Post Tenure Review: An AAUP Response
(June 1999)

It might be thought that the untoward impact on academic freedom and tenure may thus be eliminated by implementing a system of post-tenure review that has no explicit provision for disciplinary sanctions. Even here, however, where the reviews are solely for developmental ends, there is a natural expectation that, if evidence of deficiency is found, sanctions of varying degrees of subtlety and severity will indeed follow, absent prompt improvement. Hence, even the most benign review may carry a threat, require protections of academic due process, and inappropriately constrain faculty performance. This point warrants further elaboration.

A central dimension of academic freedom and tenure is the exercise of professional judgment in such matters as the selection of research projects, teaching methods and course curricula, and evaluations of student performance. Those who have followed recent attacks on faculty workloads know that the issue rapidly shifted from the allegation that faculty did not work enough (which, it turned out, they plainly did) to the allegation that faculty did not do the right sort of work. Some proponents of post-tenure review will thus not be content with the identification of the few "slackers" already known to their colleagues by other means, nor even with the imposition of a requirement of faculty cooperation and institutional loyalty. They also want faculty members to give back some portion of their ability to define their own work and standards of performance. For example, increased emphasis on students’ evaluations of teaching may lead to the avoidance of curricular experimentation or discourage the use of more demanding course materials and more rigorous standards. Periodic review that is intended not only to ensure a level of faculty performance (defined by others than faculty) but also to shape that performance accordingly, and regardless of tenure, is a most serious threat to academic freedom.

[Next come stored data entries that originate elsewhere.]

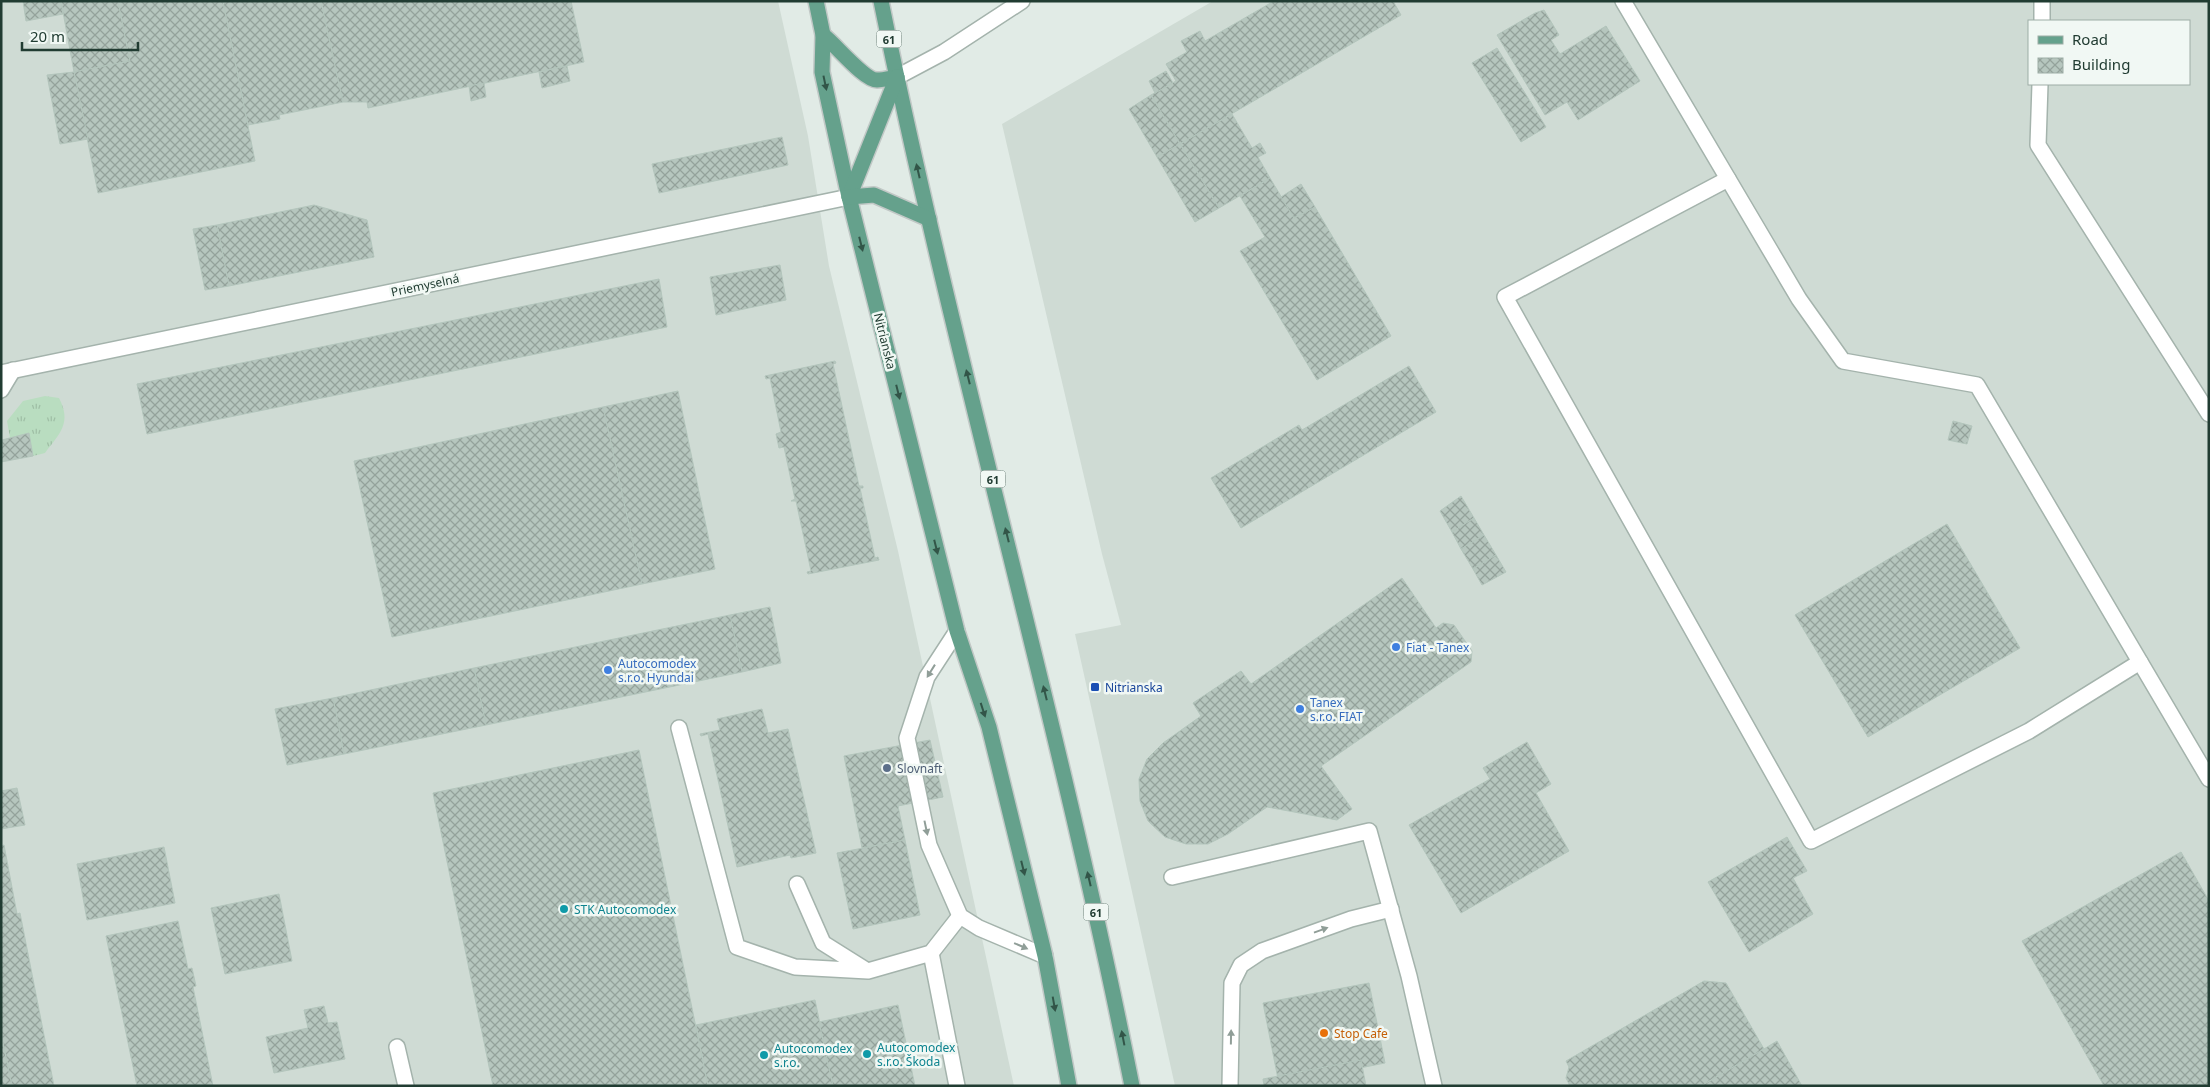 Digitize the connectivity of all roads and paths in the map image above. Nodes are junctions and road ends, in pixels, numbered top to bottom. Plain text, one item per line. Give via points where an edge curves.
1 (816, 1) edge
2 (882, 1) edge
3 (1022, 1) edge
4 (1623, 1) edge
5 (2042, 1) edge
6 (2042, 20) edge
7 (823, 35) junction
8 (897, 77) junction
9 (2040, 85) edge
10 (1728, 179) junction
11 (849, 197) junction
12 (929, 219) junction
13 (7, 371) edge
14 (1, 390) edge
15 (2209, 414) edge
16 (957, 630) junction
17 (2140, 662) junction
18 (679, 728) dead end
19 (2209, 779) edge
20 (1172, 877) dead end
21 (797, 884) dead end
22 (1391, 909) junction
23 (960, 916) junction
24 (931, 953) junction
25 (1045, 956) junction
26 (868, 971) junction
27 (397, 1047) dead end
28 (406, 1086) edge
29 (957, 1086) edge
30 (1069, 1086) edge
31 (1132, 1086) edge
32 (1230, 1086) edge
33 (1434, 1086) edge

1 - 7 main road, Nitrianska
2 - 8 main road, 61
3 - 8 street via 944,52
4 - 10 street
5 - 6 street
7 - 8 main road via 861,73 876,80
7 -> 11 main road, Nitrianska via 822,72
8 - 11 main road
12 -> 8 main road, 61
9 - 15 street via 2038,145
10 - 17 street via 1799,299 1843,361 1977,385
10 - 17 street via 1505,297 1810,841 2029,731
11 - 12 main road via 874,195
11 - 13 street, Priemyselná
11 -> 16 main road, Nitrianska
31 -> 12 main road, 61 via 1106,953 1057,740
13 - 14 street
16 -> 23 street via 927,677 907,738 929,845
16 -> 25 main road, Nitrianska via 989,727
17 - 19 street
18 - 26 street via 737,947 795,967
20 - 22 street via 1368,831
21 - 26 street via 823,943
32 -> 22 street via 1232,983 1241,965 1262,951 1351,919
22 - 33 street
23 - 24 street
23 -> 25 street via 979,928
24 - 26 street
24 - 29 street
25 -> 30 main road, Nitrianska
27 - 28 street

Another consequence of the misapplication of the managerial model to higher education is the ignoring of another important dimension of academic freedom and tenure: time, the time required to develop and complete serious professional undertakings. Shortening the time horizon of faculty, so as to accord with periodic reviews, will increase productivity only artificially, if at all. More frequent and formal reviews may lead faculty members to pick safe and quick, but less potentially valuable, research projects to minimize the risk of failure or delayed achievement.

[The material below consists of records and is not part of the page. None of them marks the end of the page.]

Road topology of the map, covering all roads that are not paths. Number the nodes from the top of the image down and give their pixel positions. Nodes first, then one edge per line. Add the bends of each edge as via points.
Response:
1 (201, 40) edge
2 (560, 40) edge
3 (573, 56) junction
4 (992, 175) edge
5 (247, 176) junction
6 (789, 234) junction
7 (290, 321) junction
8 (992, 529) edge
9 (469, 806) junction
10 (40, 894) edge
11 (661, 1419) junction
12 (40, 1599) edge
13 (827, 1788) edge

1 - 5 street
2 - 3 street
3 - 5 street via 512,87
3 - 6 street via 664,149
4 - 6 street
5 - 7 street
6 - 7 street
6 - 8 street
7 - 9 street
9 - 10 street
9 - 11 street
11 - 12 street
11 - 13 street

By way of summary, then, of the Association’s principal conclusions, well-governed universities already provide a variety of forms of periodic evaluation of tenured faculty that encourage both responsible performance and academic integrity. Those forms of post-tenure review which diminish the protections of tenure also unambiguously diminish academic freedom, not because they reduce job security but because they weaken essential procedural safeguards. The only acceptable route to the dismissal of incompetent faculty is through carefully crafted and meticulously implemented procedures that place the burden of proof on the institution and that ensure due process. Moreover, even those forms of post-tenure review which do not threaten tenure may diminish academic freedom when they establish a climate that discourages controversy or risk-taking, induces self-censorship, and in general interferes with the conditions that make innovative teaching and scholarship possible. Such a climate, although frequently a product of intervention by trustees or legislators, may instead regrettably flow on occasion from unduly intrusive monitoring by one’s faculty peers.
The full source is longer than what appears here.